Susan B. Anthony and Harriet Tubman are two of my favorites from early American history
Daisy Bates and Fannie Lou Hamer got the tar beat out of them, where threatened daily, fannie lou was illegally sterilized under Mississippi's attempt to reduce the number of blacks and still they continue to seek equal treatment. amazing.

lol, my mom Mae Helen James, below worked to get African Americans in Tennessee the ability to vote, then after getting arrested and having to pay a huge fine that almost bankrupt my grandparents went back to school to become a lawyer and represent hundreds of poor. and managed not to strangle her 4 unruly kids while raising them to adults.

#1
I do admire the founding fathers for what they did in establishing America, at the time they really could have been hanged for treason. I don't celebrate their birthdays simply because most owned slaves and pretty much conveniently forgot my ancestors. but I gotta give it to them, our system is still the best system on the planet even after 250 years.
Attached Thumbnails
Martin Luther King Jr. FBI Tapes-dsc_0038-1-.jpg  

Last edited by eliza61nyc; 01-30-2018 at 05:47 AM..
 
Old 01-30-2018, 06:44 AM
 
72,971 posts, read 62,554,457 times
Reputation: 21871
We must never forget those like Thurgood Marshall, Medgar Evers, James Meredith, they also played a role in the civil rights movement.

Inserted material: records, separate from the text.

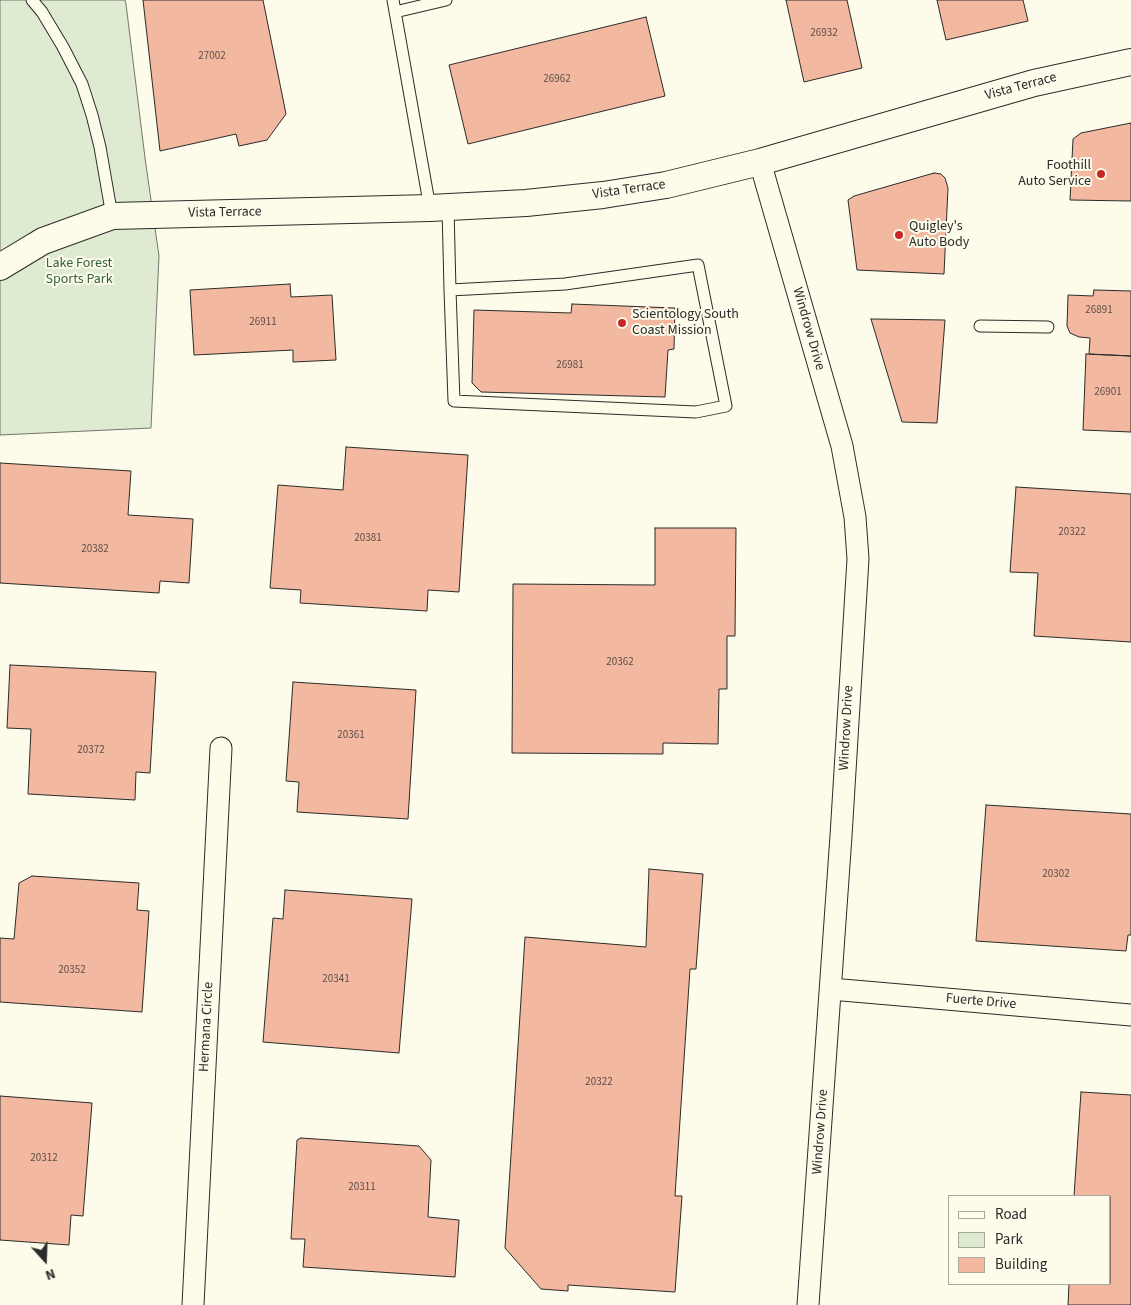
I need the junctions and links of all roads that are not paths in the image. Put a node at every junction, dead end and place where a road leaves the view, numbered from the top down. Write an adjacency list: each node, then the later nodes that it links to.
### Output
1 (32, 0): 7 (lane)
2 (446, 0): 3 (lane)
3 (394, 6): 6 (lane)
4 (1131, 62): 5 (street, Vista Terrace)
5 (760, 162): 6 (street, Vista Terrace); 13 (street, Windrow Drive)
6 (439, 208): 7 (street, Vista Terrace); 9 (lane)
7 (112, 216): 8 (street, Vista Terrace)
8 (0, 267)
9 (450, 290): 9 (lane)
10 (980, 326): 11 (lane)
11 (1048, 327)
12 (221, 748): 15 (street, Hermana Circle)
13 (830, 989): 14 (street, Fuerte Drive); 16 (street, Windrow Drive)
14 (1131, 1015)
15 (193, 1305)
16 (808, 1305)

Michael Schwerner, Andrew Goodman, James Chaney, martyrs in the struggle for equality.
 
Old 01-30-2018, 07:20 AM
 
72,971 posts, read 62,554,457 times
Reputation: 21871
What Dr. King did was for the best. There is a reason he was willing to die. He understood that the way the USA was functioning was wrong. He is a big part of why EVERYONE can vote and why no one can be turned away based on race. Where you want to live, who you want to marry, where you want to eat, travel,etc, it is up to you. There are no laws saying "because of your race, you aren't allowed here". Such laws are ruled unconstitutional.

As markg91395 said, there are other people who deserve credit for their contributions to the civil rights movement. It took Thurgood Marshall, John Lewis, Ralph Abernathy. You have Justice Earl Warren.

It took many people who risked their lives, and some cases, were killed, trying to create a better USA. The 3 civil rights workers who were in Mississippi died trying to achieve good things. Going around, helping to get people registered to vote. Mississippi was a society that was so closed and borderline dictatorial, it needed to change.

Over all, America needed to change. It was not living up to its promise as a land of freedom and equality. In the South, Jim Crow was the law of the land. In northern and western areas, there were restrictive covenants forbidding persons of certain races to live in several neighborhoods. This existed in the South too. Sundown towns throughout the USA. Discrimination from housiing to jobs to accomodations. The USA needed to chabge through and through. What Dr. King was about was more than just a civil rights movement. He was about changing this country for the better. Things needed to change, not just from a legal perspective, but a moral perspective.